Countries around the world have never quite been able to recreate the innovative prowess of Northern California’s Silicon Valley. According to Berkeley Professor Anna Sexanian, a tradition of cultural support groups, mainly Chinese and Indian, is one of the Valley’s most unique and lucrative traits. The “brain circulation,” as she calls it, reins in top talent from around the world and helps greenhorn entrepreneurs solve global problems [PDF]. To help extend the cultural advantage to the Middle-East, noted Menlo Venture investor, Shervin Pishevar, has launched a $100,000 genius grant for Iranian innovators, dubbed, the “Cyrus Prize,” named after the Persian King and inventor, Cyrus the Great.
“Human capital is the greatest untapped resource. Iranians talent is worth more than all the oil and gas reserves in Iran,” he tells TechCrunch in an email, “However, it is still untapped.”
Consistent with Sexanian’s findings, Shervin’s own start came from his Persian connections, “My first angels were from the Iranian tech community.” But, unlike behemoths of India and China, the Iranian community is much smaller.
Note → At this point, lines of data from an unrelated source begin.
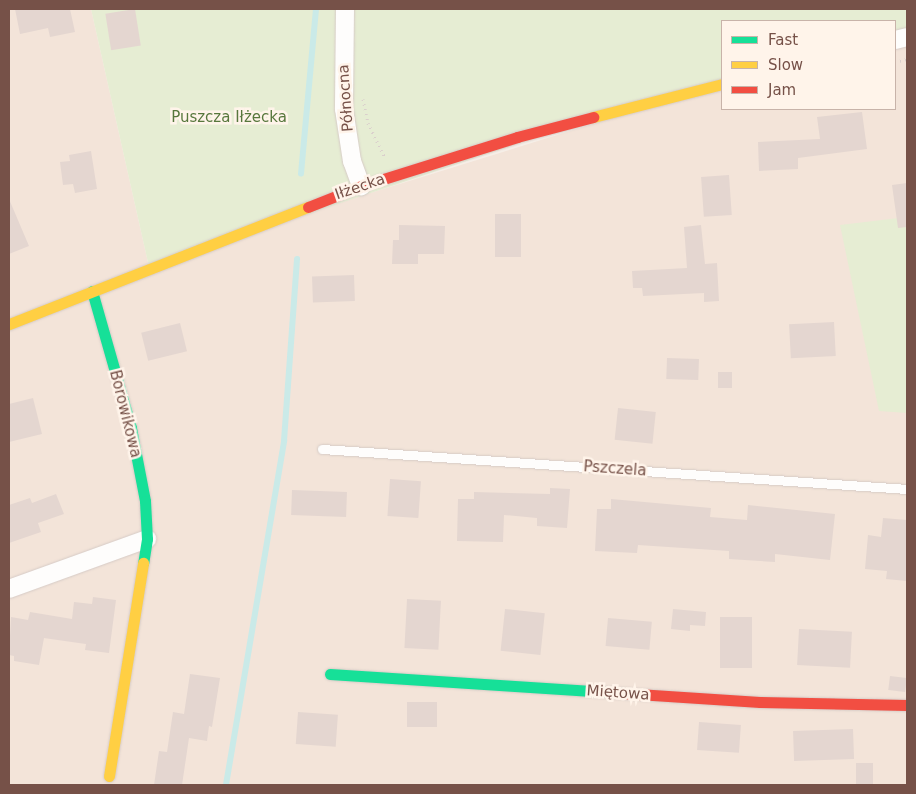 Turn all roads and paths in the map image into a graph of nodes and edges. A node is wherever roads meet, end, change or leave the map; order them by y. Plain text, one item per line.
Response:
1 (345, 9) edge
2 (721, 84) edge
3 (362, 92) dead end
4 (383, 153) dead end
5 (361, 186) junction
6 (92, 291) junction
7 (9, 324) edge
8 (322, 449) dead end
9 (907, 489) edge
10 (147, 539) junction
11 (9, 589) edge
12 (330, 674) dead end
13 (907, 705) edge
14 (110, 776) dead end

1 - 5 street, Północna
2 - 5 street, Iłżecka
3 - 4 path
5 - 6 street, Iłżecka
6 - 7 street, Iłżecka
6 - 10 street, Borowikowa
8 - 9 lane, Pszczela
10 - 11 street
10 - 14 street, Borowikowa
12 - 13 street, Miętowa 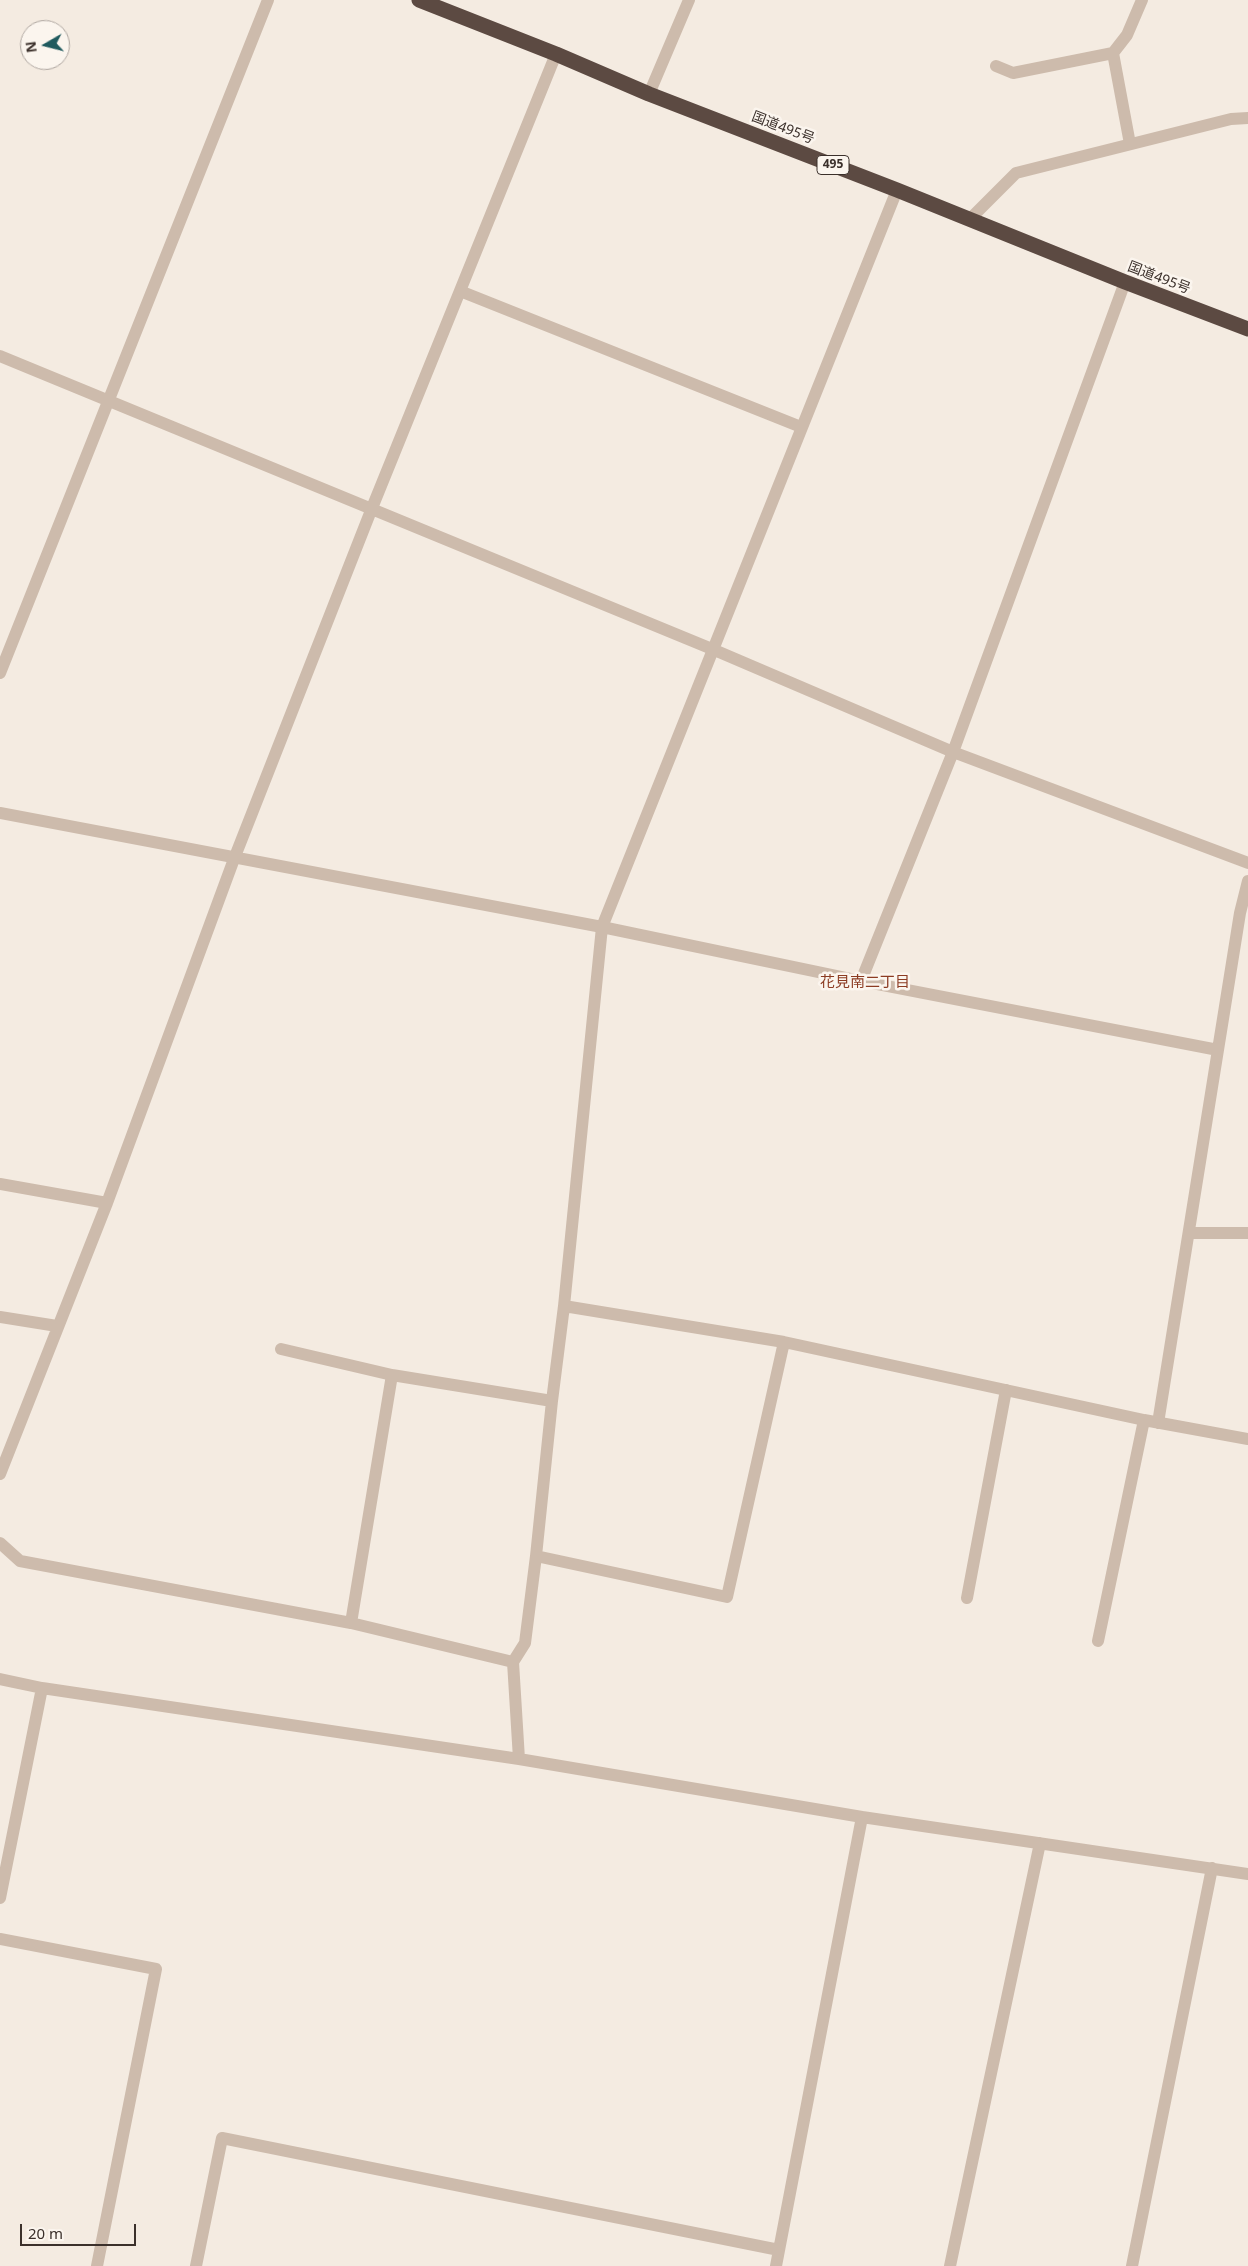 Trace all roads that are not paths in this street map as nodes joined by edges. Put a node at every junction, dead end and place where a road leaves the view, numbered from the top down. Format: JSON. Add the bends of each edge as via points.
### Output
{"nodes":[{"id":1,"x":268,"y":0,"type":"edge"},
{"id":2,"x":419,"y":0,"type":"edge"},
{"id":3,"x":689,"y":0,"type":"edge"},
{"id":4,"x":1142,"y":0,"type":"edge"},
{"id":5,"x":1113,"y":52,"type":"junction"},
{"id":6,"x":556,"y":54,"type":"junction"},
{"id":7,"x":996,"y":66,"type":"dead end"},
{"id":8,"x":649,"y":94,"type":"junction"},
{"id":9,"x":1248,"y":118,"type":"edge"},
{"id":10,"x":1130,"y":144,"type":"junction"},
{"id":11,"x":897,"y":190,"type":"junction"},
{"id":12,"x":970,"y":219,"type":"junction"},
{"id":13,"x":1125,"y":282,"type":"junction"},
{"id":14,"x":460,"y":291,"type":"junction"},
{"id":15,"x":1248,"y":329,"type":"edge"},
{"id":16,"x":0,"y":356,"type":"edge"},
{"id":17,"x":109,"y":400,"type":"junction"},
{"id":18,"x":801,"y":427,"type":"junction"},
{"id":19,"x":372,"y":508,"type":"junction"},
{"id":20,"x":712,"y":649,"type":"junction"},
{"id":21,"x":0,"y":673,"type":"edge"},
{"id":22,"x":953,"y":752,"type":"junction"},
{"id":23,"x":0,"y":813,"type":"edge"},
{"id":24,"x":234,"y":859,"type":"junction"},
{"id":25,"x":1248,"y":863,"type":"edge"},
{"id":26,"x":1248,"y":881,"type":"edge"},
{"id":27,"x":602,"y":927,"type":"junction"},
{"id":28,"x":861,"y":981,"type":"junction"},
{"id":29,"x":1218,"y":1050,"type":"junction"},
{"id":30,"x":0,"y":1184,"type":"edge"},
{"id":31,"x":107,"y":1203,"type":"junction"},
{"id":32,"x":1189,"y":1233,"type":"junction"},
{"id":33,"x":1248,"y":1233,"type":"edge"},
{"id":34,"x":564,"y":1306,"type":"junction"},
{"id":35,"x":0,"y":1316,"type":"edge"},
{"id":36,"x":57,"y":1326,"type":"junction"},
{"id":37,"x":784,"y":1342,"type":"junction"},
{"id":38,"x":281,"y":1349,"type":"dead end"},
{"id":39,"x":392,"y":1375,"type":"junction"},
{"id":40,"x":1006,"y":1390,"type":"junction"},
{"id":41,"x":552,"y":1401,"type":"junction"},
{"id":42,"x":1144,"y":1420,"type":"junction"},
{"id":43,"x":1158,"y":1423,"type":"junction"},
{"id":44,"x":1248,"y":1439,"type":"edge"},
{"id":45,"x":0,"y":1474,"type":"edge"},
{"id":46,"x":0,"y":1543,"type":"edge"},
{"id":47,"x":536,"y":1556,"type":"junction"},
{"id":48,"x":967,"y":1598,"type":"dead end"},
{"id":49,"x":351,"y":1623,"type":"junction"},
{"id":50,"x":1098,"y":1641,"type":"dead end"},
{"id":51,"x":513,"y":1662,"type":"junction"},
{"id":52,"x":0,"y":1679,"type":"edge"},
{"id":53,"x":42,"y":1688,"type":"junction"},
{"id":54,"x":519,"y":1759,"type":"junction"},
{"id":55,"x":862,"y":1817,"type":"junction"},
{"id":56,"x":1040,"y":1843,"type":"junction"},
{"id":57,"x":1212,"y":1868,"type":"junction"},
{"id":58,"x":1248,"y":1874,"type":"edge"},
{"id":59,"x":0,"y":1898,"type":"edge"},
{"id":60,"x":0,"y":1939,"type":"edge"},
{"id":61,"x":779,"y":2250,"type":"junction"},
{"id":62,"x":97,"y":2266,"type":"edge"},
{"id":63,"x":196,"y":2266,"type":"edge"},
{"id":64,"x":776,"y":2266,"type":"edge"},
{"id":65,"x":950,"y":2266,"type":"edge"},
{"id":66,"x":1132,"y":2266,"type":"edge"}],
"edges":[{"from":1,"to":17,"type":"street"},
{"from":2,"to":6,"type":"highway","name":"国道495号","number":"495"},
{"from":3,"to":8,"type":"street"},
{"from":4,"to":5,"type":"street","via":[[1127,35]]},
{"from":5,"to":7,"type":"street","via":[[1013,73]]},
{"from":5,"to":10,"type":"street"},
{"from":6,"to":8,"type":"highway","name":"国道495号","number":"495"},
{"from":6,"to":14,"type":"street"},
{"from":8,"to":11,"type":"highway","name":"国道495号","number":"495"},
{"from":9,"to":10,"type":"street","via":[[1231,118]]},
{"from":10,"to":12,"type":"street","via":[[1016,173]]},
{"from":11,"to":12,"type":"highway","name":"国道495号","number":"495"},
{"from":11,"to":18,"type":"street"},
{"from":12,"to":13,"type":"highway","name":"国道495号","number":"495"},
{"from":13,"to":15,"type":"highway","name":"国道495号","number":"495"},
{"from":13,"to":22,"type":"street"},
{"from":14,"to":18,"type":"street"},
{"from":14,"to":19,"type":"street"},
{"from":16,"to":17,"type":"street"},
{"from":17,"to":19,"type":"street"},
{"from":17,"to":21,"type":"street"},
{"from":18,"to":20,"type":"street"},
{"from":19,"to":20,"type":"street"},
{"from":19,"to":24,"type":"street"},
{"from":20,"to":22,"type":"street"},
{"from":20,"to":27,"type":"street"},
{"from":22,"to":25,"type":"street"},
{"from":22,"to":28,"type":"street"},
{"from":23,"to":24,"type":"street"},
{"from":24,"to":27,"type":"street"},
{"from":24,"to":31,"type":"street"},
{"from":26,"to":29,"type":"street"},
{"from":27,"to":28,"type":"street"},
{"from":27,"to":34,"type":"street"},
{"from":28,"to":29,"type":"street"},
{"from":29,"to":32,"type":"street"},
{"from":30,"to":31,"type":"street"},
{"from":31,"to":36,"type":"street"},
{"from":32,"to":33,"type":"street"},
{"from":32,"to":43,"type":"street"},
{"from":34,"to":37,"type":"street"},
{"from":34,"to":41,"type":"street"},
{"from":35,"to":36,"type":"street"},
{"from":36,"to":45,"type":"street"},
{"from":37,"to":40,"type":"street"},
{"from":37,"to":47,"type":"street","via":[[727,1597]]},
{"from":38,"to":39,"type":"street"},
{"from":39,"to":41,"type":"street"},
{"from":39,"to":49,"type":"street"},
{"from":40,"to":42,"type":"street"},
{"from":40,"to":48,"type":"street"},
{"from":41,"to":47,"type":"street"},
{"from":42,"to":43,"type":"street"},
{"from":42,"to":50,"type":"street"},
{"from":43,"to":44,"type":"street"},
{"from":46,"to":49,"type":"street","via":[[20,1561]]},
{"from":47,"to":51,"type":"street","via":[[525,1643]]},
{"from":49,"to":51,"type":"street"},
{"from":51,"to":54,"type":"street"},
{"from":52,"to":53,"type":"street"},
{"from":53,"to":54,"type":"street"},
{"from":53,"to":59,"type":"street"},
{"from":54,"to":55,"type":"street"},
{"from":55,"to":56,"type":"street"},
{"from":55,"to":61,"type":"street"},
{"from":56,"to":57,"type":"street"},
{"from":56,"to":65,"type":"street"},
{"from":57,"to":58,"type":"street"},
{"from":57,"to":66,"type":"street"},
{"from":60,"to":62,"type":"street","via":[[156,1968]]},
{"from":61,"to":63,"type":"street","via":[[222,2138]]},
{"from":61,"to":64,"type":"street"}]} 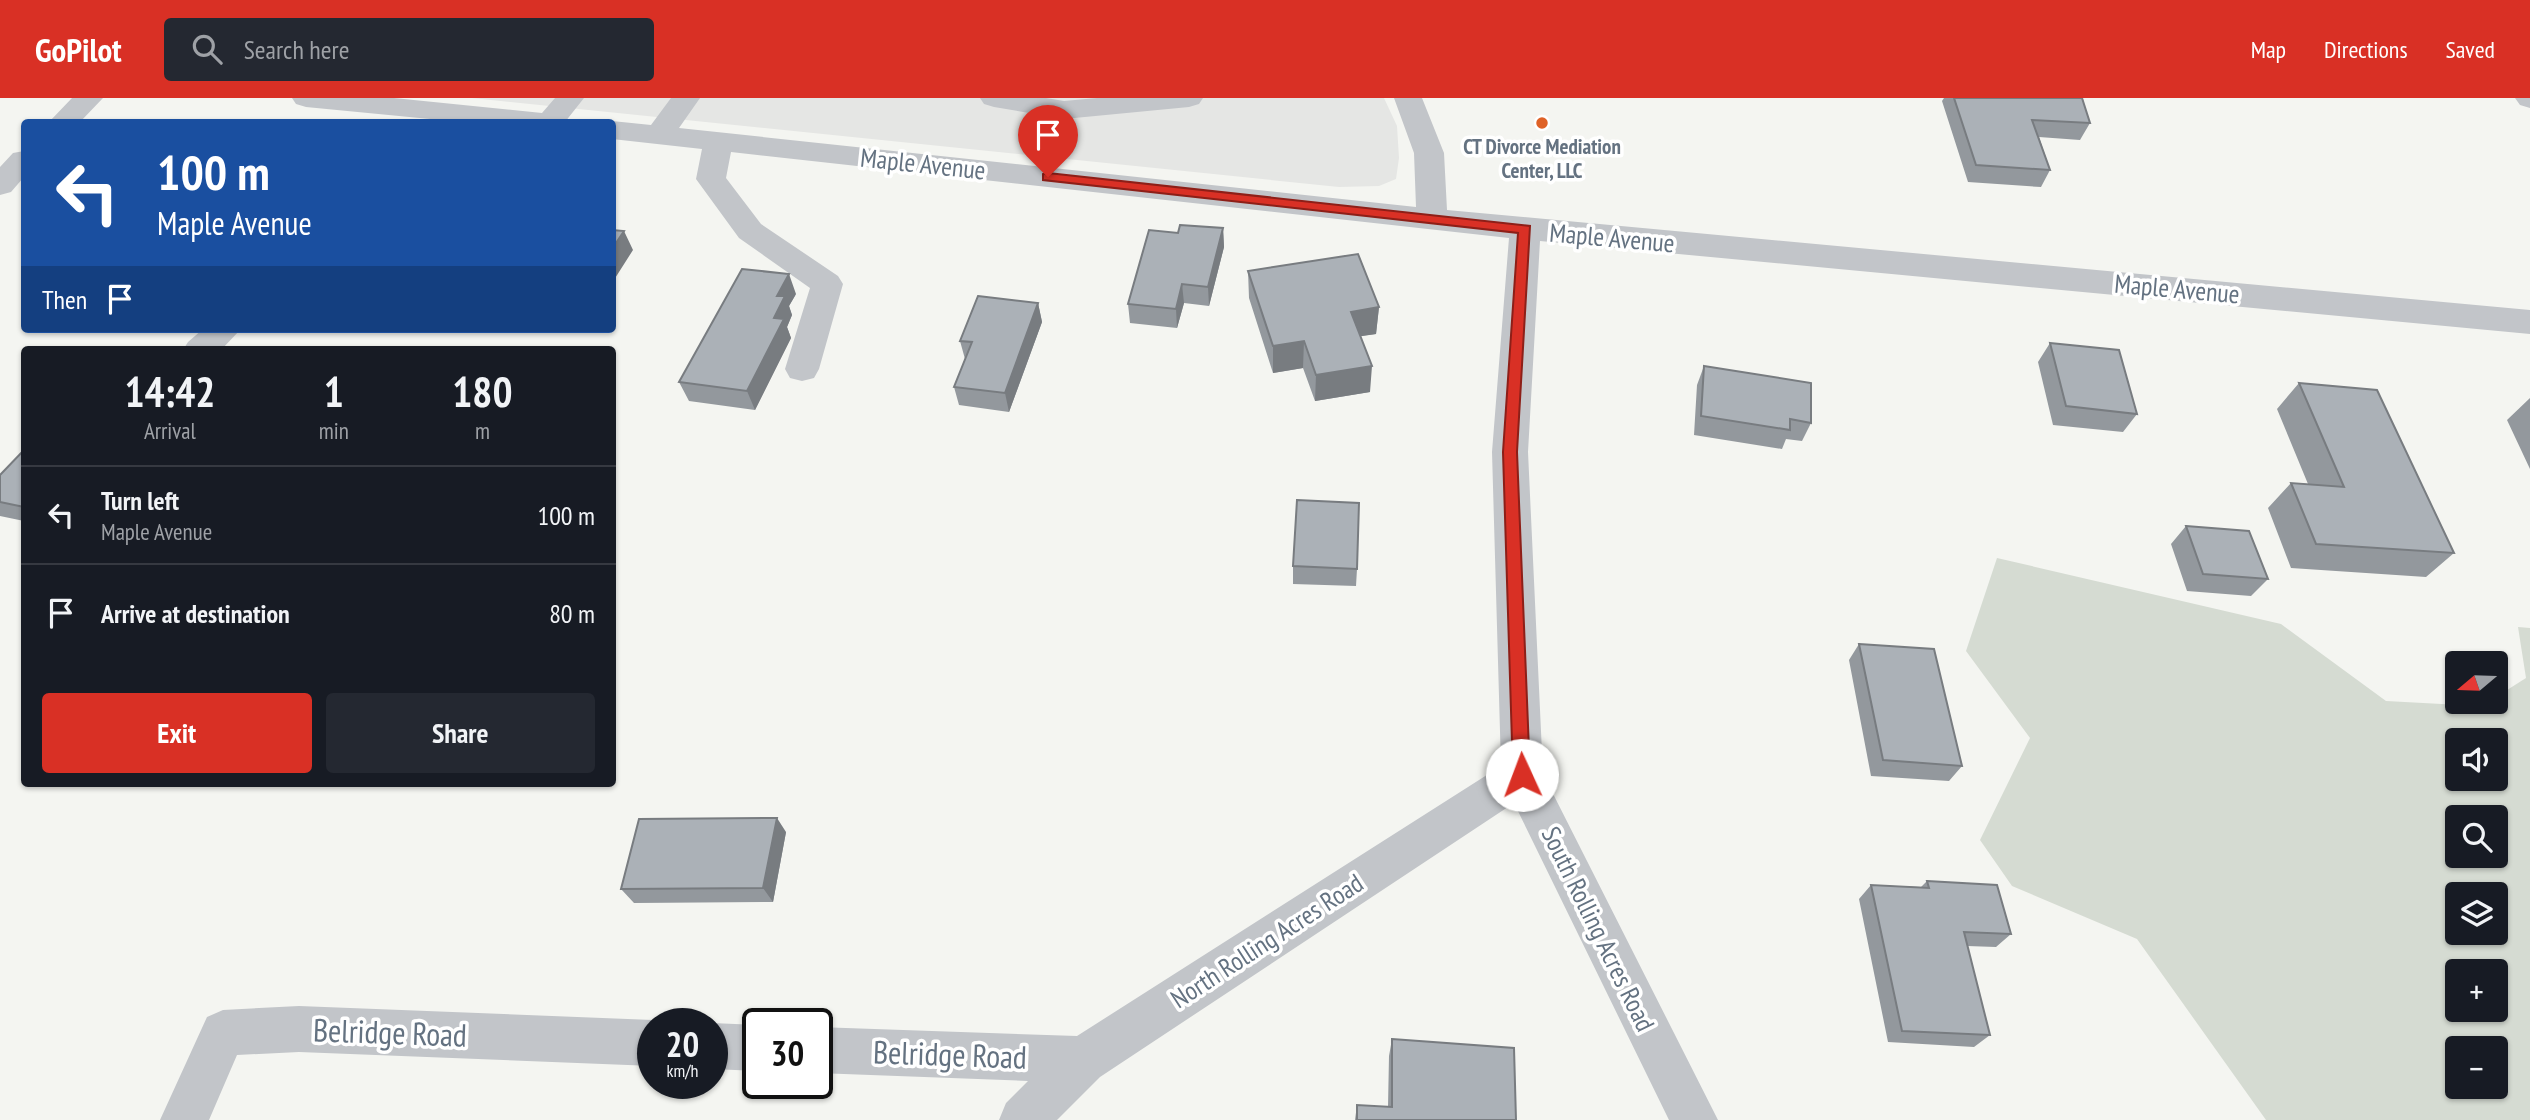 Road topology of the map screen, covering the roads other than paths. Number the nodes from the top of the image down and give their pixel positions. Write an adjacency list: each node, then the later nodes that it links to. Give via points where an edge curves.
1 (89, 98): 10 (street)
2 (306, 98): 8 (street)
3 (570, 98): 12 (street)
4 (686, 98): 14 (street)
5 (994, 98): 6 (street, via 1064,110)
6 (1189, 98)
7 (1408, 98): 18 (street, via 1429,153)
8 (398, 102): 9 (street)
9 (426, 116): 11 (street)
10 (66, 119)
11 (487, 119)
12 (551, 119)
13 (616, 130): 14 (street, Maple Avenue)
14 (659, 135): 15 (street, Maple Avenue)
15 (719, 141): 18 (street, Maple Avenue); 23 (street, via 711,178 750,231 827,284)
16 (21, 163): 17 (street)
17 (0, 185)
18 (1432, 219): 19 (street, Maple Avenue)
19 (1525, 229): 20 (street, Maple Avenue); 24 (street, South Rolling Acres Road, via 1510,452)
20 (2530, 322)
21 (219, 333): 22 (street)
22 (205, 346)
23 (802, 369)
24 (1522, 775): 27 (street, North Rolling Acres Road); 30 (street, South Rolling Acres Road)
25 (637, 1042): 28 (street, Belridge Road, via 299,1029 223,1033)
26 (833, 1051): 27 (street, Belridge Road)
27 (1083, 1060): 29 (street, North Rolling Acres Road)
28 (184, 1120)
29 (1023, 1120)
30 (1693, 1120)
Indeed, some of Shervin’s original angels, such as early Googler Omid Kordestani, all went to the same Iranian private Catholic school.
Referencing notable figures, such as eBay founder Pierre Omidyar, he writes, “Although Iranian Americans are a relatively small part of the U.S. population they have an outsize role relative to their population especially in Silicon Valley. I believe that the Cyrus Prize will help expand and scale that impact.”
Unfortunately, given Iran’s beleaguered and repressive state, Shervin believes that success can only come from Persians to leave their home country. “For now the only real chance for top talent in Iran is to go abroad to achieve their dreams. Iran’s loss is the world’s gain.”
The prize will be awarded by the end of 2013 and paid out over 3 years. Asked about how innovators can contact Shervin, he writes, “They don’t. We contact them.”